--- START ---

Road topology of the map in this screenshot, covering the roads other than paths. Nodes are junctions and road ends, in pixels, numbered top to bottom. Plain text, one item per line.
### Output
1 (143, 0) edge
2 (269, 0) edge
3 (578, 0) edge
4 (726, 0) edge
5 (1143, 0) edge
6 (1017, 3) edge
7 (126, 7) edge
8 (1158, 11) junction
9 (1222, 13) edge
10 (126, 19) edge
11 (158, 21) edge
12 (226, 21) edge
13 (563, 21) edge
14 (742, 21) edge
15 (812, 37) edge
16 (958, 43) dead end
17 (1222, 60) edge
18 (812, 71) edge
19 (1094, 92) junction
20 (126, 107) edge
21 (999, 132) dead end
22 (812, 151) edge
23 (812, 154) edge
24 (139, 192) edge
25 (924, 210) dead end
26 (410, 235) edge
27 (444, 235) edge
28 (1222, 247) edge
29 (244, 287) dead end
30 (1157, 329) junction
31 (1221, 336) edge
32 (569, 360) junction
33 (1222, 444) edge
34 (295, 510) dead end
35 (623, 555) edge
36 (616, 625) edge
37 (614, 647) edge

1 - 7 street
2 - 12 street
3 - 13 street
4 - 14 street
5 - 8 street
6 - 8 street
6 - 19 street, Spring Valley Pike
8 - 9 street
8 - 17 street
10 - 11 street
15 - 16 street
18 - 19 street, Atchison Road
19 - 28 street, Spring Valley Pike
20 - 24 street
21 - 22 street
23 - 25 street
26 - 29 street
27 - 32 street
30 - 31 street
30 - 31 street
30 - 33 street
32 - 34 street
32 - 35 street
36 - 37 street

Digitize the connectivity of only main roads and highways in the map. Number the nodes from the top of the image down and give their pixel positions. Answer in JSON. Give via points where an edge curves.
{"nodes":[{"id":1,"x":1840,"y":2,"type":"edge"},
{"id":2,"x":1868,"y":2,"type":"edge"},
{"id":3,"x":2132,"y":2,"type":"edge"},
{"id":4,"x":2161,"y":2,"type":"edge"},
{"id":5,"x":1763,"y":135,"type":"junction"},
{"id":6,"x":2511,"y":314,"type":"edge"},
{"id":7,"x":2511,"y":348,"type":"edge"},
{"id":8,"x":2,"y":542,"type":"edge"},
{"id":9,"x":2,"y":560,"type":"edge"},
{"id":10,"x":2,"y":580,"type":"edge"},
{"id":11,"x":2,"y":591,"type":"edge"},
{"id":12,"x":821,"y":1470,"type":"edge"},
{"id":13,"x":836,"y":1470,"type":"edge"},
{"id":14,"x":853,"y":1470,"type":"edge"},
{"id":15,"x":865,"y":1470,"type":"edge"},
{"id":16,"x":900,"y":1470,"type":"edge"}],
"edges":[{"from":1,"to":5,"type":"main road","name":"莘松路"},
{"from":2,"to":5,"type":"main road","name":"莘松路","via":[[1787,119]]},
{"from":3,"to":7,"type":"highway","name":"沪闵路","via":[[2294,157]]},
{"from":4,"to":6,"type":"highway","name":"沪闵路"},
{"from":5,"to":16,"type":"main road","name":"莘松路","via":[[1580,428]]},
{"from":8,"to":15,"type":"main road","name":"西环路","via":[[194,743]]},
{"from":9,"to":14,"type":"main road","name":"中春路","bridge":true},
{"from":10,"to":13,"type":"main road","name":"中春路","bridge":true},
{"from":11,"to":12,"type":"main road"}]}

--- END ---

Those lines of the records that contain the string "true" should be identified and copied.

WRITTEN RESPONSE:
{"from":9,"to":14,"type":"main road","name":"中春路","bridge":true},
{"from":10,"to":13,"type":"main road","name":"中春路","bridge":true},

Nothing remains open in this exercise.